8. Contraception and HIV risk. Some philosophers wonder if our urge to have children has any rational or ethical basis, but most take this conception as an unquestionable value. But in regions where HIV is highly prevalent, how to conceive without the mother and child risking HIV infection? A condom reduces risk of both HIV and conception. In 2011, a study suggested that a popular contraception drug (Depo-provera) increased risk of HIV acquisition and transmission. Back to the drawing board for researchers perhaps, but in the real world, couples continue to be torn between conception and HIV risk.
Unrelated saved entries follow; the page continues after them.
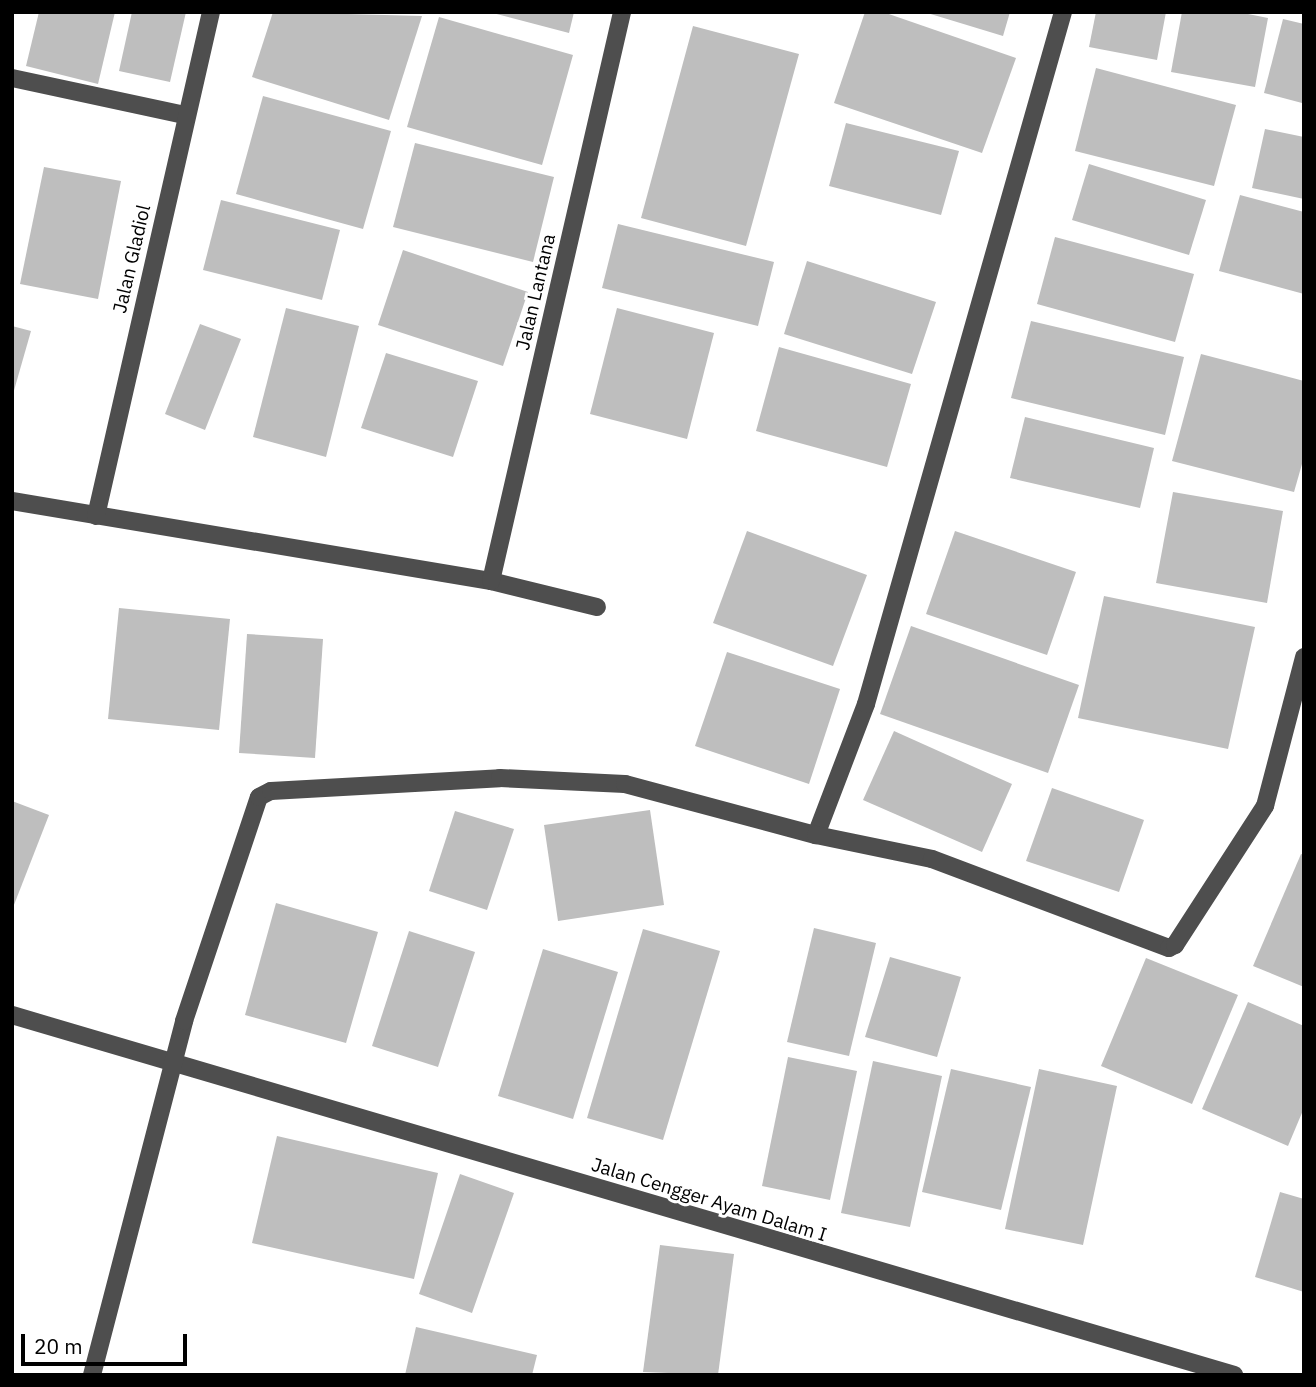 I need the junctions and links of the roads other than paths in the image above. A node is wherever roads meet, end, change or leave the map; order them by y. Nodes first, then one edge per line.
1 (211, 12) edge
2 (622, 12) edge
3 (1063, 12) edge
4 (12, 78) edge
5 (185, 115) junction
6 (12, 501) edge
7 (96, 516) junction
8 (491, 581) junction
9 (597, 607) dead end
10 (1304, 657) edge
11 (816, 835) junction
12 (12, 1015) edge
13 (174, 1059) junction
14 (92, 1375) edge
15 (1234, 1375) edge

1 - 5 street, Jalan Gladiol
2 - 8 street, Jalan Lantana
3 - 11 street
4 - 5 street
5 - 7 street, Jalan Gladiol
6 - 7 street
7 - 8 street
8 - 9 street
10 - 11 street
11 - 13 street
12 - 13 street, Jalan Cengger Ayam Dalam I
13 - 14 street
13 - 15 street, Jalan Cengger Ayam Dalam I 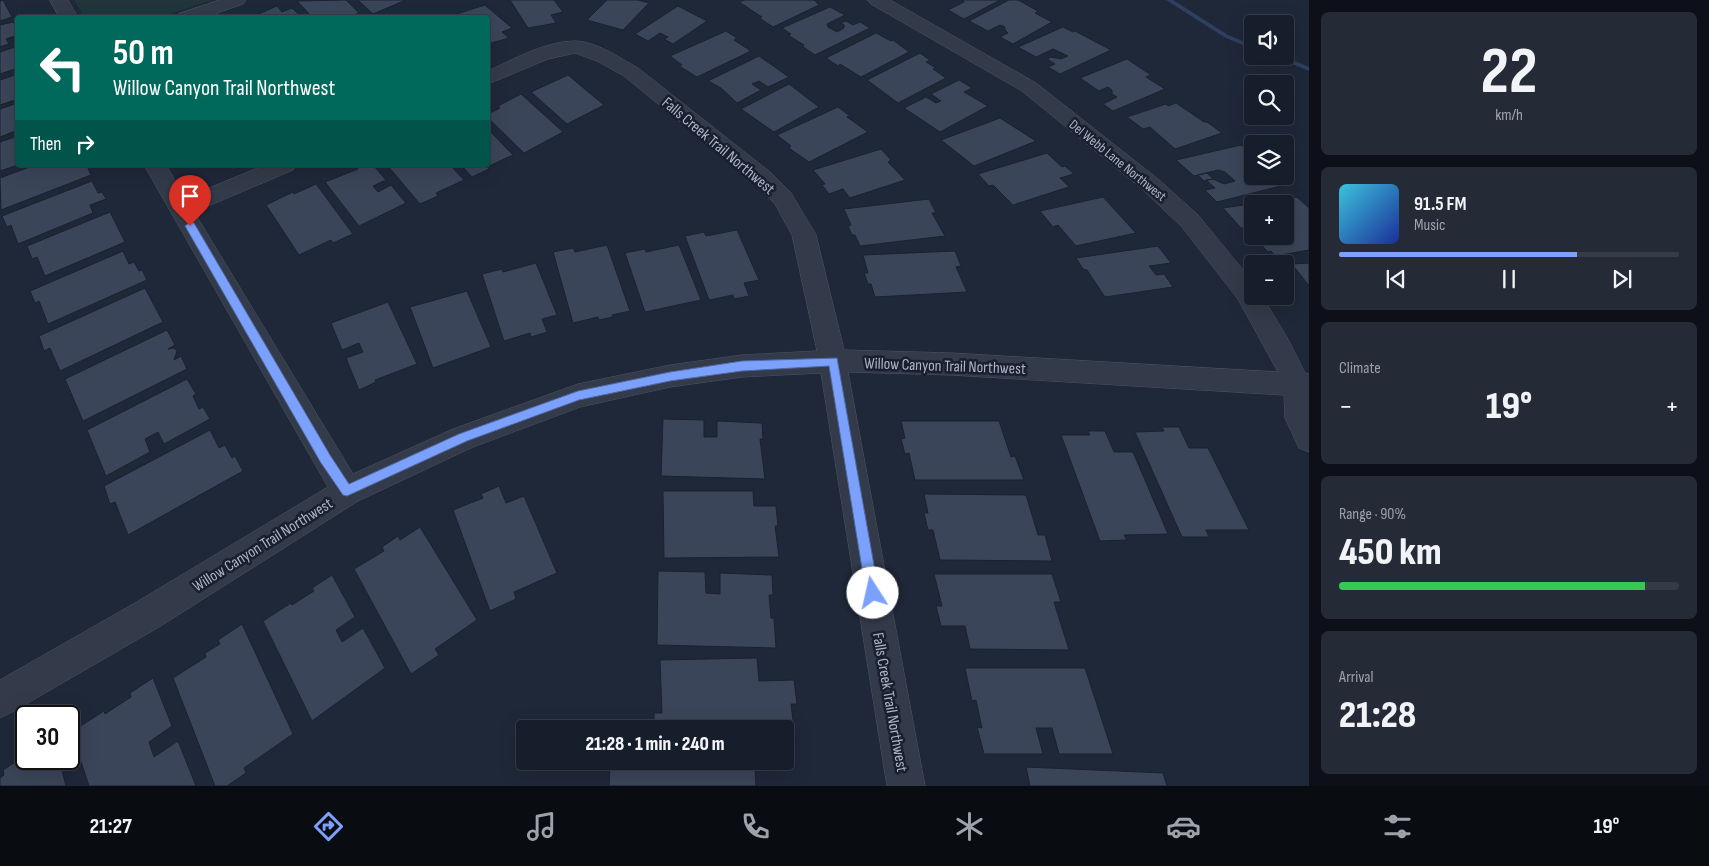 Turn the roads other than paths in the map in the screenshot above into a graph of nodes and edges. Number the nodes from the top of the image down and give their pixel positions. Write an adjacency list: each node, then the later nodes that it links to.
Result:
1 (59, 0): 4 (street)
2 (237, 0): 5 (street)
3 (877, 0): 11 (street, Del Webb Lane Northwest)
4 (68, 15)
5 (193, 15)
6 (490, 77): 10 (street, Falls Creek Trail Northwest)
7 (156, 167): 9 (street)
8 (280, 167): 9 (street)
9 (180, 209): 13 (street)
10 (833, 361): 11 (street, Willow Canyon Trail Northwest); 13 (street, Willow Canyon Trail Northwest); 15 (street, Falls Creek Trail Northwest)
11 (1305, 388): 12 (street, Del Webb Lane Northwest)
12 (1309, 439)
13 (347, 491): 14 (street, Willow Canyon Trail Northwest)
14 (0, 700)
15 (906, 786) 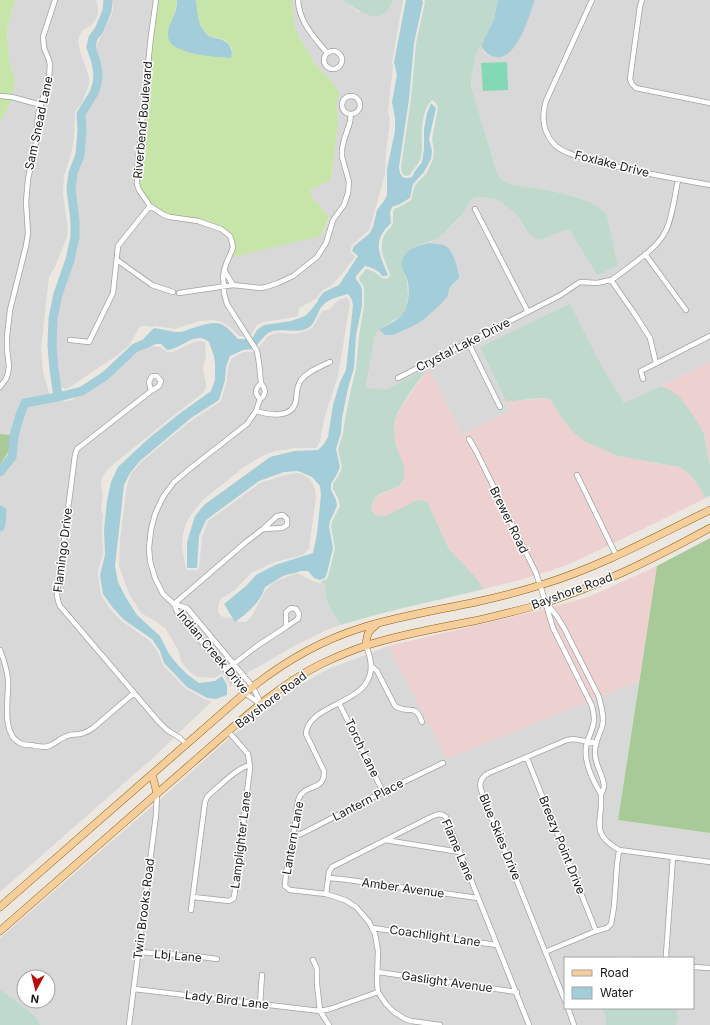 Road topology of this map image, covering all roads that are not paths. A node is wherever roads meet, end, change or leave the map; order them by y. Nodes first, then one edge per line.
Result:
1 (55, 0) edge
2 (156, 0) edge
3 (298, 0) edge
4 (592, 0) edge
5 (642, 0) edge
6 (327, 53) dead end
7 (0, 96) edge
8 (710, 103) edge
9 (41, 105) junction
10 (351, 114) junction
11 (678, 180) junction
12 (710, 185) edge
13 (150, 206) junction
14 (475, 209) dead end
15 (645, 254) junction
16 (117, 260) junction
17 (224, 270) junction
18 (611, 280) junction
19 (233, 285) junction
20 (224, 286) junction
21 (173, 292) dead end
22 (179, 293) dead end
23 (686, 310) dead end
24 (528, 312) junction
25 (710, 336) edge
26 (70, 340) dead end
27 (468, 342) junction
28 (330, 362) dead end
29 (656, 363) junction
30 (398, 378) dead end
31 (643, 379) dead end
32 (261, 383) junction
33 (0, 387) edge
34 (152, 391) dead end
35 (260, 399) junction
36 (500, 407) dead end
37 (256, 411) junction
38 (469, 439) dead end
39 (577, 475) dead end
40 (710, 510) edge
41 (710, 528) edge
42 (263, 529) junction
43 (616, 555) junction
44 (540, 585) junction
45 (546, 602) junction
46 (174, 604) junction
47 (379, 623) junction
48 (286, 626) dead end
49 (366, 646) junction
50 (0, 650) edge
51 (234, 664) junction
52 (371, 666) junction
53 (226, 670) junction
54 (253, 687) junction
55 (134, 693) junction
56 (245, 693) junction
57 (340, 703) junction
58 (260, 704) junction
59 (422, 722) dead end
60 (228, 732) junction
61 (587, 742) junction
62 (186, 744) junction
63 (596, 744) junction
64 (527, 758) junction
65 (443, 763) dead end
66 (250, 765) junction
67 (152, 774) junction
68 (383, 792) junction
69 (157, 793) junction
70 (601, 794) junction
71 (293, 837) junction
72 (385, 840) junction
73 (619, 850) junction
74 (460, 852) junction
75 (673, 857) junction
76 (710, 862) edge
77 (329, 878) junction
78 (326, 894) junction
79 (193, 897) junction
80 (478, 898) junction
81 (0, 907) edge
82 (191, 910) dead end
83 (372, 928) junction
84 (0, 931) edge
85 (596, 931) junction
86 (497, 945) junction
87 (139, 952) junction
88 (545, 952) junction
89 (667, 957) edge
90 (218, 959) dead end
91 (313, 960) dead end
92 (694, 967) edge
93 (710, 968) edge
94 (378, 972) junction
95 (262, 975) dead end
96 (134, 989) junction
97 (378, 992) junction
98 (516, 992) junction
99 (564, 1000) edge
100 (260, 1004) junction
101 (568, 1009) edge
102 (320, 1011) junction
103 (129, 1025) edge
104 (329, 1025) edge
105 (440, 1025) edge
106 (529, 1025) edge
107 (574, 1025) edge

1 - 9 street, Sam Snead Lane
2 - 13 street, Riverbend Boulevard
3 - 6 street
4 - 11 street, Foxlake Drive
5 - 8 street
7 - 9 street
9 - 33 street, Sam Snead Lane
10 - 10 street
10 - 19 street
11 - 12 street, Foxlake Drive
11 - 15 street, Crystal Lake Drive
13 - 16 street
13 - 17 street, Riverbend Boulevard
14 - 24 street
15 - 18 street, Crystal Lake Drive
15 - 23 street
16 - 21 street
16 - 26 street
17 - 19 street
17 - 20 street, Riverbend Boulevard
18 - 24 street, Crystal Lake Drive
18 - 29 street
19 - 20 street
20 - 22 street
20 - 32 street, Riverbend Boulevard
24 - 27 street, Crystal Lake Drive
25 - 29 street
27 - 30 street, Crystal Lake Drive
27 - 36 street
28 - 37 street
29 - 31 street
32 - 35 street, Riverbend Boulevard
32 - 35 street, Riverbend Boulevard
34 - 55 street, Flamingo Drive
35 - 37 street, Riverbend Boulevard
37 - 46 street, Indian Creek Drive
38 - 44 street, Brewer Road
39 - 43 street
40 - 43 main road, Bayshore Road
41 - 45 main road, Bayshore Road
42 - 42 street
42 - 46 street
43 - 44 main road, Bayshore Road
44 - 45 street, Brewer Road
44 - 47 main road, Bayshore Road
45 - 49 main road, Bayshore Road
45 - 61 street
45 - 63 street
46 - 51 street, Indian Creek Drive
46 - 53 street, Indian Creek Drive
47 - 49 main road
47 - 54 main road, Bayshore Road
48 - 51 street
49 - 52 street, Lantern Lane
49 - 58 main road, Bayshore Road
50 - 55 street
51 - 53 street
51 - 54 street, Indian Creek Drive
52 - 57 street, Lantern Lane
52 - 59 street
53 - 56 street, Indian Creek Drive
54 - 56 main road, Bayshore Road
54 - 58 street, Indian Creek Drive
55 - 62 street, Flamingo Drive
56 - 58 street, Indian Creek Drive
56 - 62 main road, Bayshore Road
57 - 68 street, Torch Lane
57 - 71 street, Lantern Lane
58 - 60 main road, Bayshore Road
60 - 66 street
60 - 69 main road, Bayshore Road
61 - 63 street, Blue Skies Drive
61 - 64 street, Blue Skies Drive
61 - 70 street
62 - 67 main road, Bayshore Road
63 - 70 street
64 - 85 street, Breezy Point Drive
64 - 88 street, Blue Skies Drive
65 - 68 street, Lantern Place
66 - 79 street, Lamplighter Lane
66 - 79 street, Lamplighter Lane
67 - 69 main road
67 - 81 main road, Bayshore Road
68 - 71 street, Lantern Place
69 - 84 main road, Bayshore Road
69 - 87 street, Twin Brooks Road
70 - 73 street
71 - 78 street, Lantern Lane
72 - 74 street
72 - 74 street, Flame Lane
72 - 77 street, Flame Lane
73 - 75 street
73 - 85 street
74 - 80 street, Flame Lane
75 - 76 street
75 - 89 street
77 - 78 street, Flame Lane
77 - 80 street, Amber Avenue
78 - 83 street, Lantern Lane
79 - 82 street, Lamplighter Lane
80 - 86 street, Flame Lane
83 - 86 street, Coachlight Lane
83 - 94 street, Lantern Lane
85 - 88 street
86 - 98 street, Flame Lane
87 - 90 street, Lbj Lane
87 - 96 street, Twin Brooks Road
88 - 99 street, Blue Skies Drive
91 - 102 street
92 - 93 street
94 - 97 street, Lantern Lane
94 - 98 street, Gaslight Avenue
95 - 100 street
96 - 100 street, Lady Bird Lane
96 - 103 street, Twin Brooks Road
97 - 102 street
97 - 105 street
98 - 106 street, Flame Lane
100 - 102 street, Lady Bird Lane
101 - 107 street
102 - 104 street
9. Medicines Patent Pool. As the IRIN/PlusNews report puts it, 'The patent pool was established in 2010 by the international health financing mechanism, UNITAID, and aims to stimulate innovation and improve access to HIV medicines through the negotiation of voluntary licenses on medicine patents that enable generic competition and facilitate the development of new formulations.' Quite a mouthful, but the point (see #7) is the impact this initiative has on patient access to HIV medicines in actual practice. Gilead should be commended for dipping its toe into this new pool in 2011. We will see if other big pharmaceutical companies follow suit.

10. New HIV targets. Yes, it is easy to get cynical about ambitious targets set by international health agencies, when you consider they rarely if ever get met. In June, the United Nations came out with the language: 'Zero new infections, zero stigma and zero AIDS-related deaths." On the face of it, a bit ridiculous: really, zero? Can we believe that any more than zero-teenage pregnancies, zero-drug abuse, or zero-drinking and driving? In reality, it is more a rallying cry or slogan than a goal. Goals have numbers on them, and the numbers are generally not 'zero'. Doubling the numbers of those on ARV treatment, halving TB-related deaths among HIV positive persons, bringing mother to child transmission of HIV down towards zero, and increasing prevention options among the vulnerable are valuable goals. This may be deja-vu for resource poor countries in Africa, and in an economic downturn the probabilities are altered. But it is better to have targets than none at all, as long as there is some commitment to pursuing them. Something like New Year's resolutions?